Saturday, September 24, 2011

Neutrino and Whitehead

Last Tuesday, doing philosophy over rounds of tea and cookies, we considered K's suggestion that Whitehead's elaboration of the nature of an actual entity may primarily be a theory of causation, albeit not in the standard vocabulary of cause and effect. There was however a general discomfort over the use of anthropomorphic language such as 'feeling' to explain an ontology (of things, not all of which are human). I think Whitehead makes it sufficiently clear what he means by 'feeling', and the definition is by no means merely psychological (i.e., restricted to human psychology) even if it seems to carry that baggage. Feeling is the term used for the basic generic operation of passing from the objectivity of the data to the subjectivity of the actual entity in question (PR 83, 65). Whitehead may be a vitalist, but he is also a realist, celebrating the dynamic character of a plurality of things: apples, cinema, genomes, gnomes! For him, therefore, vitalism is not restricted to human beings or even living organisms; everything in the universe is living. Perhaps this is what Thales meant when/if he said 'all things are full of gods' and thought that magnets have soul. Even the seemingly static and lifeless have a life of their own, and are affected by their own histories, their environment and the inherent potentiality to become.

It remains to be seen how this position holds through subsequent readings.


However, to go back to the question of causeeffect, the hypothesis of the faster-than-light flight of Neutrino (ghostly subatomic particles) is both destabilizing and thrilling because: particles that move faster than light are essentially moving backwards in time, which could make the phrase cause and effect obsolete. How will actual entities moving faster than the speed of light affect other actual entities, their slower comrades?




The Persistence of Memory, Salvador Dali, 1931, Oil on canvas, 24 × 33 cm


1 comment:

  1. At the end of the piece that SM had written, she asked a very engaging question, the answer to which is by no means easy. Since I am no adept at navigating the perilous waters of particle physics, I will not comment on what really happens to a neutrino when it travels faster than light. But hidden within SM’s question is the more general one, which is: “If time is indifferent to direction, what happens to the law of cause and effect?”

    SM’s question, if it poses itself in its naked generality, does daunt one’s confidence in attempting an answer. Anyway, I would like to share some of my thoughts on this issue, however worthy or unworthy they may be.

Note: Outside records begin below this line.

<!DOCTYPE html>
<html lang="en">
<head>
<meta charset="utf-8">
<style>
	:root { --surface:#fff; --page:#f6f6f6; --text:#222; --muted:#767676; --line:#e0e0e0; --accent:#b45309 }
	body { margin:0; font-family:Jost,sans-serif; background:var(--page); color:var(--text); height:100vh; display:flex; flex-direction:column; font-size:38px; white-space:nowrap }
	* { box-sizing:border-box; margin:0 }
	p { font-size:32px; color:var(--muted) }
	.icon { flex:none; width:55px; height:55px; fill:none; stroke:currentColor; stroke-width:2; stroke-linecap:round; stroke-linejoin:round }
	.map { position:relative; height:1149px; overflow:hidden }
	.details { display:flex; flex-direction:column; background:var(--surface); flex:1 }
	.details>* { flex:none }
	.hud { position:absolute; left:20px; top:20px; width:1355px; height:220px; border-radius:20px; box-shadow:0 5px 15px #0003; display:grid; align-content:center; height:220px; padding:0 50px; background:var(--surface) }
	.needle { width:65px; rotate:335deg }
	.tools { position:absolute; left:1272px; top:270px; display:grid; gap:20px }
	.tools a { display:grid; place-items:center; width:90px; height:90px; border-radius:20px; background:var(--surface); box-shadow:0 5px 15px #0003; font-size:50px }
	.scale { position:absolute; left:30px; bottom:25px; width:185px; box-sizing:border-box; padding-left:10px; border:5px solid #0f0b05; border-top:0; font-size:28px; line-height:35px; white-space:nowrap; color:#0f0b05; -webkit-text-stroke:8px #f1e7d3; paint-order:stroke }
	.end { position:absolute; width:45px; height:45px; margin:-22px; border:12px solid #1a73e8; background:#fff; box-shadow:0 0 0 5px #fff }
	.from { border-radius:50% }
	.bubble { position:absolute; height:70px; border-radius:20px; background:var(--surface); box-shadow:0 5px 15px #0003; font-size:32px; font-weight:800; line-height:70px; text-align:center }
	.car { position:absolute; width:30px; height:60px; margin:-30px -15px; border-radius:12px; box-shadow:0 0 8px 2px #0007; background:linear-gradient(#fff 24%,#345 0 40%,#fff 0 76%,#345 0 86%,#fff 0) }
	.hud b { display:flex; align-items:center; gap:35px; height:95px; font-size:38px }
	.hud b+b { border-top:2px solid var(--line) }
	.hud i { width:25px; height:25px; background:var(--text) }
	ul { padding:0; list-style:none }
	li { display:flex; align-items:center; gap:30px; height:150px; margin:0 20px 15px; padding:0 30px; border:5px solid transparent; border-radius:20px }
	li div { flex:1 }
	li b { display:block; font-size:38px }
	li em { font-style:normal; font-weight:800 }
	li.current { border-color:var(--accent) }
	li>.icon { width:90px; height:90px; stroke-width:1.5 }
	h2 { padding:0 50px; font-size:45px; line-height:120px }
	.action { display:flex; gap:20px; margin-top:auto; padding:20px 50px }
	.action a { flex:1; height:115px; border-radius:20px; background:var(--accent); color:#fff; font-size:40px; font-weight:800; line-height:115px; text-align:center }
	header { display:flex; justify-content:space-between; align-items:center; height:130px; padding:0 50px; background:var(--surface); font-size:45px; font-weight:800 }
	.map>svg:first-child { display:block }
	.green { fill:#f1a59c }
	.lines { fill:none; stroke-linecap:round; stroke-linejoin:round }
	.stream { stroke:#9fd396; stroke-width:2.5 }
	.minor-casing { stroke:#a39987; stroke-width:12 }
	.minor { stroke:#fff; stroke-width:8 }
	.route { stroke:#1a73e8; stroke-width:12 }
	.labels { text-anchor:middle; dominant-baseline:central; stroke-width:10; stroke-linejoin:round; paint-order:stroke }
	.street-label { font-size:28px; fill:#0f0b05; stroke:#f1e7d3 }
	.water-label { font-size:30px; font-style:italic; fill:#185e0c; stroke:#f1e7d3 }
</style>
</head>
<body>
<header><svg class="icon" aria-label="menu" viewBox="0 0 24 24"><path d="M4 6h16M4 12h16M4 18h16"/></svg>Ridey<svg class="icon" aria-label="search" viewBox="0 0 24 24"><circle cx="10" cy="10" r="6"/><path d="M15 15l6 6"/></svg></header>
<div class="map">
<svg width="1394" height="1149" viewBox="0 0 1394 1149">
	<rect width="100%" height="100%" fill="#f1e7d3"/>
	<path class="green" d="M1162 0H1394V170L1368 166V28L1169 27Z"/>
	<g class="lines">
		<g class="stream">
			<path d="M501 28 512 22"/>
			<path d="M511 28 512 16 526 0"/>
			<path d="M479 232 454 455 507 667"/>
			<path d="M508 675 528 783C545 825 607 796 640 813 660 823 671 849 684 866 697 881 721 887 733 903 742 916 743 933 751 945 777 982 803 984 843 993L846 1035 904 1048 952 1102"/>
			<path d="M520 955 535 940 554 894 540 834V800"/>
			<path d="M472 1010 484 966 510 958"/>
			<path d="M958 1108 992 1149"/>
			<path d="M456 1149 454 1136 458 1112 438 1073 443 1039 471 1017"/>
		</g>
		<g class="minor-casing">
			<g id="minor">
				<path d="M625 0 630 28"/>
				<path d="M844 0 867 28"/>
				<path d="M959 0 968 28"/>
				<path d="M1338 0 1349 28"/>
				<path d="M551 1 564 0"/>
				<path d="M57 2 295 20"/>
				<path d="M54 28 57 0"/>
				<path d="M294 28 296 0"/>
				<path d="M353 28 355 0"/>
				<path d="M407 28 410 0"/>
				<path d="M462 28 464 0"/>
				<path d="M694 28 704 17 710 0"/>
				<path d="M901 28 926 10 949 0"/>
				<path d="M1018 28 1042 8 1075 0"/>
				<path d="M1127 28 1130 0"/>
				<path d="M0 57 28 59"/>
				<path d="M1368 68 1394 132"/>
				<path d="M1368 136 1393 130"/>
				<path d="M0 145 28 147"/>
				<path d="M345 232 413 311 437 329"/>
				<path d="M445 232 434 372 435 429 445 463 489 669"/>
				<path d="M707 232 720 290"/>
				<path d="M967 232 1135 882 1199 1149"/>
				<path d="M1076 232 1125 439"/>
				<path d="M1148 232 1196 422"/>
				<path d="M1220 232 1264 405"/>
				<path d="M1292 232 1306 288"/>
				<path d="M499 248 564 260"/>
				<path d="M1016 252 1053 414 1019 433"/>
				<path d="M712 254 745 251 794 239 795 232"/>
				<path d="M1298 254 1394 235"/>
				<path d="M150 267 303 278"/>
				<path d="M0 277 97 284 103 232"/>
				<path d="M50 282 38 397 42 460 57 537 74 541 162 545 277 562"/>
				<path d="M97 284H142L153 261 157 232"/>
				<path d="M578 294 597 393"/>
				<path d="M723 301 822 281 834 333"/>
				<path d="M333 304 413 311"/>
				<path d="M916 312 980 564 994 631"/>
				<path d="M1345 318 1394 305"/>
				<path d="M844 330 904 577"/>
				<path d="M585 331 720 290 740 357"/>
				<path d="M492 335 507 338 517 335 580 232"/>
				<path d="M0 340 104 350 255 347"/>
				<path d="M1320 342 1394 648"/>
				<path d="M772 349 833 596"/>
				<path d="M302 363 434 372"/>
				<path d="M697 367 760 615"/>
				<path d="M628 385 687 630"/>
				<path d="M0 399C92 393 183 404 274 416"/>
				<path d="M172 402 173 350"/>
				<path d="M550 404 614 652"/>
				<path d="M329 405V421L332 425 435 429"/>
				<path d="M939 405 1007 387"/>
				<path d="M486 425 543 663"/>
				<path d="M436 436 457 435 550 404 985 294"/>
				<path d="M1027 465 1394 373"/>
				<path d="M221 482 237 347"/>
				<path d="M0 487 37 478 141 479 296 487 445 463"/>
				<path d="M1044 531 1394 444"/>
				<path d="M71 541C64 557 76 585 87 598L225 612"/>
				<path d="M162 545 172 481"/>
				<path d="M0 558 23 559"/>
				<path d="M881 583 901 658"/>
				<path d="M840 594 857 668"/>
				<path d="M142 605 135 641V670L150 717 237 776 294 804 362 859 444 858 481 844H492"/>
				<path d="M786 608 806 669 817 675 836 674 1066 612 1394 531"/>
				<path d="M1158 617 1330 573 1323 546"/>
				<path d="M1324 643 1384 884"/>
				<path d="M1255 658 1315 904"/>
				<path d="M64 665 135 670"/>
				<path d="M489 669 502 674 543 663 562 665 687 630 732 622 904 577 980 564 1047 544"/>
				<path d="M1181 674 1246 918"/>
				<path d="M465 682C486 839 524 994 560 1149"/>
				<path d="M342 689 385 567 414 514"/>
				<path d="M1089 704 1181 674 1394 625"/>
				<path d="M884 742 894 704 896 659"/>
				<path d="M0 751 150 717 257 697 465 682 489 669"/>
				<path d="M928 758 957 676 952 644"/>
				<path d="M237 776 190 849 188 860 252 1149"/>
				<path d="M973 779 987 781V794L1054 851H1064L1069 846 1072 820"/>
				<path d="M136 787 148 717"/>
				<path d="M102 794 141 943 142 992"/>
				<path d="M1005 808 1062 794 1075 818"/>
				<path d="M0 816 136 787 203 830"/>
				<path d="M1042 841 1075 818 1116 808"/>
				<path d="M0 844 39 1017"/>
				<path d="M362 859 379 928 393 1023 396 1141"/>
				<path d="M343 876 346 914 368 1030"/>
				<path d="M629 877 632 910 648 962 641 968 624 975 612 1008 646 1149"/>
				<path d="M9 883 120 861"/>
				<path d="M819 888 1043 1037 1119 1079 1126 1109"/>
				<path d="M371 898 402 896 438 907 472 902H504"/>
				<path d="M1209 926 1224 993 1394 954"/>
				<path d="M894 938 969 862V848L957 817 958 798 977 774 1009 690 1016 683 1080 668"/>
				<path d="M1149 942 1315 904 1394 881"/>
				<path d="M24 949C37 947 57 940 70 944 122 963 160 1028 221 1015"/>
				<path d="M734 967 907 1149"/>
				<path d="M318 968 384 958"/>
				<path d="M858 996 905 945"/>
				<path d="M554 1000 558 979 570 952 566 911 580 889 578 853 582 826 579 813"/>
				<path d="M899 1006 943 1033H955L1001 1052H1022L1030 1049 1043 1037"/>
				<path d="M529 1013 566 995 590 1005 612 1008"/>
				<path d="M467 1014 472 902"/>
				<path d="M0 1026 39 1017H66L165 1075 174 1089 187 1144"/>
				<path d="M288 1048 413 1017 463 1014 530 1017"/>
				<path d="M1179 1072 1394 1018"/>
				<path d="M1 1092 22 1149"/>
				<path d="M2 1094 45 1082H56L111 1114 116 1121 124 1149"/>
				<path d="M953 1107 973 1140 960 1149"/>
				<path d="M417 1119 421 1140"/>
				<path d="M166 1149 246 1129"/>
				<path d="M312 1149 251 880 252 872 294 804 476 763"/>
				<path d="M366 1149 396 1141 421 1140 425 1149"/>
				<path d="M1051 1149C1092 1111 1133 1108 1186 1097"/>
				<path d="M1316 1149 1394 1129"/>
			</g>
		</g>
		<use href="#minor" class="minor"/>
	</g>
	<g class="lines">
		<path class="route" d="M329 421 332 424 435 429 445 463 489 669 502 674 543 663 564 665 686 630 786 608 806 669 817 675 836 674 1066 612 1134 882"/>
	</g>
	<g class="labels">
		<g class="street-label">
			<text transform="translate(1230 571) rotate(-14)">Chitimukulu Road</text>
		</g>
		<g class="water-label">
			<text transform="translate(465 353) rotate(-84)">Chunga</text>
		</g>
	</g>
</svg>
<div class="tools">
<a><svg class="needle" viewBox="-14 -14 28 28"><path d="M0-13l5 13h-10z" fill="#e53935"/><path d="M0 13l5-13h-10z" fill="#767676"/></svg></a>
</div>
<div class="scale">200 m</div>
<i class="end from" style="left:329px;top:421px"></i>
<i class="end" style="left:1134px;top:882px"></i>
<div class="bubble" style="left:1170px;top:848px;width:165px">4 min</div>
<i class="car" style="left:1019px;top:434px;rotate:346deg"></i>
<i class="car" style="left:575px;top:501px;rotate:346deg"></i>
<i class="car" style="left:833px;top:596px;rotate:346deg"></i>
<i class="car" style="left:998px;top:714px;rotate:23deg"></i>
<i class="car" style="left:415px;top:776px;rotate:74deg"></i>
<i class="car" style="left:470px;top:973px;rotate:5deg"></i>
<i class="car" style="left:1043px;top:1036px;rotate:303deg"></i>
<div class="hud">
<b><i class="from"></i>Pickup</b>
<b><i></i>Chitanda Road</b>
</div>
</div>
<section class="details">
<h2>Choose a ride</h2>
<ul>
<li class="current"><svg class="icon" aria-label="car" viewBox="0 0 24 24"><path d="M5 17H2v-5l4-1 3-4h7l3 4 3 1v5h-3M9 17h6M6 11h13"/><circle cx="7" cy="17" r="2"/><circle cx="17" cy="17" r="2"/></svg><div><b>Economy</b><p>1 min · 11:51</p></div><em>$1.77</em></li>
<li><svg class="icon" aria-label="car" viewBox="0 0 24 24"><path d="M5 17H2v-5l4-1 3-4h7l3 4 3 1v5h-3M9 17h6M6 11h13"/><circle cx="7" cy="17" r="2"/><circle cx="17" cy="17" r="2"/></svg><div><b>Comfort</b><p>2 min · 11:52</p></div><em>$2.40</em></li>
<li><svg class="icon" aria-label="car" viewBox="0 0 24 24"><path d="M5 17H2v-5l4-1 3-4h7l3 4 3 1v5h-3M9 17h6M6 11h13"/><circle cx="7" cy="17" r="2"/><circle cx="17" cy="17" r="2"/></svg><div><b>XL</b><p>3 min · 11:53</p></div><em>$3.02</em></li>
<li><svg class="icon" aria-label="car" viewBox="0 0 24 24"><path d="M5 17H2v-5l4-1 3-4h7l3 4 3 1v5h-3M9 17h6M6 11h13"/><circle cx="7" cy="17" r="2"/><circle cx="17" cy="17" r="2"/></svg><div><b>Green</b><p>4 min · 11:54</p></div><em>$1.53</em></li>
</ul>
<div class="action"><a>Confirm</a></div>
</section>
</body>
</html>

    It seems that if time is indifferent as to direction, it would mean there is no temporal change because to say time is indifferent as to its direction is the same things as saying there is no direction (If it is indifferent to direction, why would Time care whether we say it has a direction or not!) For there to be time, something that comes before should be identifiable as something that does not come after something else. But if something is both before and after something else, the whole notion of time becomes self-contradictory.

    If there is no time, then obviously there can’t be any change. And if change is the movement from being to becoming and we find out there is no change then there is no becoming which means there is neither being. For if there is no becoming, there is either only being or nothing. But there is no reason for there to be being instead of nothing. Therefore, there is nothing. Thus we are led, if we believe that time is indifferent to its direction to a Parmenidean world where there is no change.

    But there is also another conclusion that we can derive, which can take those souls unhappy with such a changeless and sombre world to an eternally vibrant world. Then, the only eventuality when something can be both before and after itself (but not at the same time)is when time is circular. If time is circular, then causes can be prior to effects and the same causes can be after the effects. But there is one implication that is forced upon us, if we accept the circularity of time, which is that time is finite. The same events can be both cause and effect only when there is no possibility of new causes emerging. That way, a sequence of events can alternate in its office of cause and effect.

    But I don’t quite know what our earnest brethren of the scientific persuasion would say to such a conclusion as I have drawn. But one thing is clear. His findings concerning the speed of neutrino seems to have started a murmur of disquieting voices, which might rise soon to a pitch of clamor demanding that the grounds of scientific knowledge be shifted to surer grounds.